Two weeks it took us to get to the city. Scary lookin’ place, I tell you. My father Dan used to tell me people lived there who liked to do the deed with women, but I think he was just telling stories. What he don’t lie ’bout is that almost no one lives there now. Ones ya find there all seem to be broken and fallin’ apart, like the city itself.

We walk up to the first of the towers and they’s just leaning into each other like evil arches waiting to suck us in. Clouds hang over this place like that thick fog in the early morning; everything is grey—and quiet as death before dawn. Some buildings are tumbled flat on the ground, and we gotta walk for hours to git around ’em.

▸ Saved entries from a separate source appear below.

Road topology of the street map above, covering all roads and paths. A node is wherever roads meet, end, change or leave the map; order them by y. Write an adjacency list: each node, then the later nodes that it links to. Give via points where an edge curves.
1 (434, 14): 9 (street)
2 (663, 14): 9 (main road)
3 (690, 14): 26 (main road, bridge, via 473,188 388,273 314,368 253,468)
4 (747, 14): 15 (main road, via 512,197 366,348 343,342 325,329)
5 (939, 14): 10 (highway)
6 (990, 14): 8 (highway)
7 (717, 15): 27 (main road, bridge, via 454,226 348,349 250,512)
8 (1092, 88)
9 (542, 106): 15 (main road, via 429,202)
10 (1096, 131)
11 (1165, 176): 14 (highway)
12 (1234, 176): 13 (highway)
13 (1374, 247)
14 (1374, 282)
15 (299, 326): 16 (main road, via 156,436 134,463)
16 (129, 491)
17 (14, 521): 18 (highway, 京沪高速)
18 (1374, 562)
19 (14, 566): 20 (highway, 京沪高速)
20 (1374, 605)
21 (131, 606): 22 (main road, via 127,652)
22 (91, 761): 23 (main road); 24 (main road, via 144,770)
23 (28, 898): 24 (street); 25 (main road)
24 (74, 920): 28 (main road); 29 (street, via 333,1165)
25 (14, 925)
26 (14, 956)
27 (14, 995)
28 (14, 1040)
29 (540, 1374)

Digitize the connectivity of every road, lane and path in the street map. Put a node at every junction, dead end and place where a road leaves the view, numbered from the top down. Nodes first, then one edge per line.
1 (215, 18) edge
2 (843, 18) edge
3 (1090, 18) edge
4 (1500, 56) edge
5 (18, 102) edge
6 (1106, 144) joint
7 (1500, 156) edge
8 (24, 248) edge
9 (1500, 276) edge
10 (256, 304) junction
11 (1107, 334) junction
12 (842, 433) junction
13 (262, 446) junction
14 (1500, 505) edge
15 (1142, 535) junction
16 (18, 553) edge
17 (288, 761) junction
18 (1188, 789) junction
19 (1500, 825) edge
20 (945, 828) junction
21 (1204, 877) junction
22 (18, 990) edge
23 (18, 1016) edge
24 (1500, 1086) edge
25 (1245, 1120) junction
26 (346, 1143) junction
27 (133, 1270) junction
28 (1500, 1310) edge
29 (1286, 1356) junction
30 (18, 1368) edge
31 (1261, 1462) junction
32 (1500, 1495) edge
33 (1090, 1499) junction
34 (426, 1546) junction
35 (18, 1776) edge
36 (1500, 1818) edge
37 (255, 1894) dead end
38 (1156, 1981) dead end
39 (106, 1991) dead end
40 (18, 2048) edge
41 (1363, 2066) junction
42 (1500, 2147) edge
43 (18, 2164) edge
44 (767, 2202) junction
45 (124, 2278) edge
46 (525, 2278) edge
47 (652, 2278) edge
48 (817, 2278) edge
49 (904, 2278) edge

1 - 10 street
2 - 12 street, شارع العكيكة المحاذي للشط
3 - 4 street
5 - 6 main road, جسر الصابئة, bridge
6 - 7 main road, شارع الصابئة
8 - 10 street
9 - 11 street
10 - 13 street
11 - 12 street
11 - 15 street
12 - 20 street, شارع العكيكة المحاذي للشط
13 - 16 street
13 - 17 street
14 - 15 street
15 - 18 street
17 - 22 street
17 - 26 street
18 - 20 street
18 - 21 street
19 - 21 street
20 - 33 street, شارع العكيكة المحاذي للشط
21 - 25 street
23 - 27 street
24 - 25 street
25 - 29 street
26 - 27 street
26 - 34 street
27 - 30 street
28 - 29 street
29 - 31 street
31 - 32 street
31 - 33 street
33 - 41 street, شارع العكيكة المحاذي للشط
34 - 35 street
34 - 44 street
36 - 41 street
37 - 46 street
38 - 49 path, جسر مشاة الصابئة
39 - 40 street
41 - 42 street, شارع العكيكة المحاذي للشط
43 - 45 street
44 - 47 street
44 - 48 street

There’s rusted hunks o’ metal all around, things called cars, points out Mike, our leader. Cars used to go up and down these paths carrying people places, he say, but I’m not buyin’. With all the crevices goin’ cross the roads and all the trees and funny looking yellow creepy plants growing out of ’em, how would the cars be able to move? We gotta cut through ’em with knives sometimes just to pass single file.

 

We was in the city three days ‘fore we found the stash. Don’t know how Trent and his guys found it in the first place—we had to cut in and around half a dozen fallen buildings, and walk ‘neath a bunch that kissed each other in the sky and looked about like they was gonna come down on our heads before we got to the place. And then, it turns out, we gotta crawl through some thorny bushes into a flight of cracked and broken stairs. The stash is underground! Turns out, must a once been a food store here, and this big skyscraper crushed it into the dirt when it tumbled. But there’s still a bit of the old store not totally caved in that we kin get into through these stairs.